> **Activity**
List each line of the data that holds the string "change".

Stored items

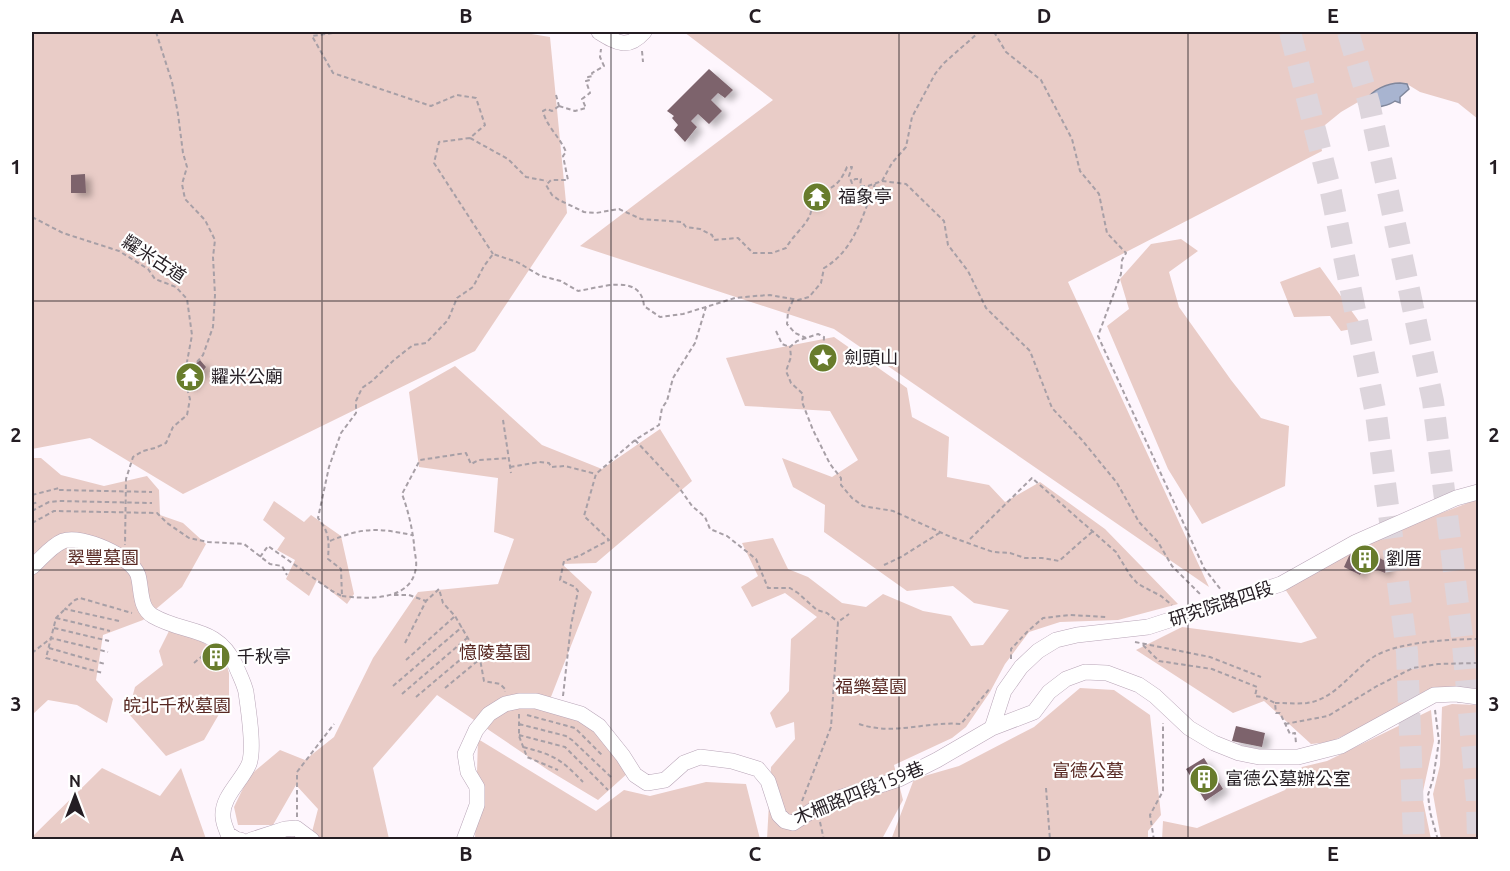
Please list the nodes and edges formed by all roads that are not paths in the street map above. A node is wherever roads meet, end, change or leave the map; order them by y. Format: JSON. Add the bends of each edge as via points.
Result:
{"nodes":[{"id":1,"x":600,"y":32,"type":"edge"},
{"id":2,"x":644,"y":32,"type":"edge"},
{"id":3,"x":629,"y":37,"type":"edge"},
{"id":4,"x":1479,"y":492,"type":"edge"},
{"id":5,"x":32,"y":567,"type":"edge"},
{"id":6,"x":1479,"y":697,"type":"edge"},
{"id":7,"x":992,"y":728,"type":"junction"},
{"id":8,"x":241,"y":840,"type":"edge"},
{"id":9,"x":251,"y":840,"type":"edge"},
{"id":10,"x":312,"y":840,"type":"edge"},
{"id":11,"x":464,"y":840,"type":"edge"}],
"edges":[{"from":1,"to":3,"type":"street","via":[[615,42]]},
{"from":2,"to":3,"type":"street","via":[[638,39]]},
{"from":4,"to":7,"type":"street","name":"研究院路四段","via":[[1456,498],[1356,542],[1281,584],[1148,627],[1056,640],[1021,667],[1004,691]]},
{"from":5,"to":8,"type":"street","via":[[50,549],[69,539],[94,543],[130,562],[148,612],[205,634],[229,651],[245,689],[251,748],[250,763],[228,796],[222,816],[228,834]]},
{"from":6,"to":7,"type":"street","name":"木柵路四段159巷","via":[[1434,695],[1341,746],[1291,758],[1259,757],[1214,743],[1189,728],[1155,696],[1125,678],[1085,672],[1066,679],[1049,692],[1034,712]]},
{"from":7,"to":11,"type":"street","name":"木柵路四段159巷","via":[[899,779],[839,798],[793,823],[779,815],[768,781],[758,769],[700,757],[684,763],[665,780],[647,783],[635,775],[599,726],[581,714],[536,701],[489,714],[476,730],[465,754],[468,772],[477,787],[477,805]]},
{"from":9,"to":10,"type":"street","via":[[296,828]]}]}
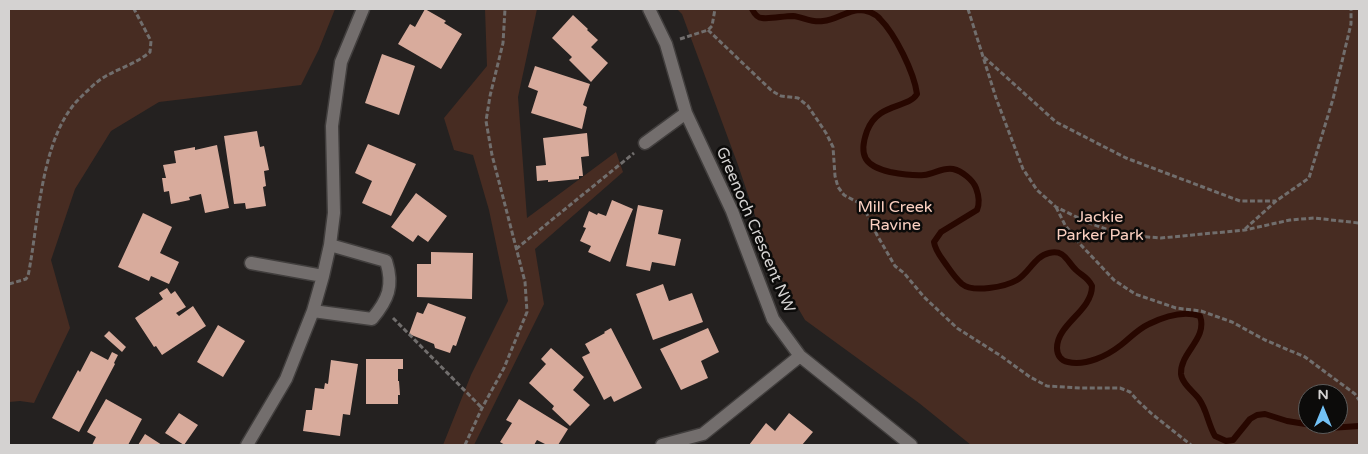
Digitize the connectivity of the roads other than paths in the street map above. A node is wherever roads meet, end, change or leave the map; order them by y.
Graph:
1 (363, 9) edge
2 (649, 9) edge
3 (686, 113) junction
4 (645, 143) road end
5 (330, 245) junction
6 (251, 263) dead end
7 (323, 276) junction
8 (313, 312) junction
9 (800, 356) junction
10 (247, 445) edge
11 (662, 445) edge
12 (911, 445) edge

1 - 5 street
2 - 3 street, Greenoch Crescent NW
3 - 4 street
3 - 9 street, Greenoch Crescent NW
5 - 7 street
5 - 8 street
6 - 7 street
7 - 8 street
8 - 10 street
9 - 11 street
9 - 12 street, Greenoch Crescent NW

---

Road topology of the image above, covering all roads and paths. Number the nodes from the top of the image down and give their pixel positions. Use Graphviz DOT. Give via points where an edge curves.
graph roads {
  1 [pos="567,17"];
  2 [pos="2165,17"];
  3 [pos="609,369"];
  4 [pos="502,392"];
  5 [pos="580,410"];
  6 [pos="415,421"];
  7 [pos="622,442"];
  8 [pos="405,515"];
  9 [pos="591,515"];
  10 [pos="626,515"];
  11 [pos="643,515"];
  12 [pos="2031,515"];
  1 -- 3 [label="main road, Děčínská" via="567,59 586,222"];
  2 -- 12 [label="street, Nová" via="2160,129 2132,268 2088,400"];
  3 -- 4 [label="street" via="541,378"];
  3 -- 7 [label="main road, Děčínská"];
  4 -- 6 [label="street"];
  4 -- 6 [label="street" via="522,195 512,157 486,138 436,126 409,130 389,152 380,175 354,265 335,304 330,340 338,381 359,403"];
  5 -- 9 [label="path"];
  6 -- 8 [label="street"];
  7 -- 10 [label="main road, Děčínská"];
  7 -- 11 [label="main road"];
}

> **Your response**
Please list the nodes and edges formed by all roads that are not paths in the street map above. A node is wherever roads meet, end, change or leave the map; order them by y. Format: JSON. Add the bends of each edge as via points.
Digitize the connectivity of the roads other than paths in the street map above. A node is wherever roads meet, end, change or leave the map; order them by y.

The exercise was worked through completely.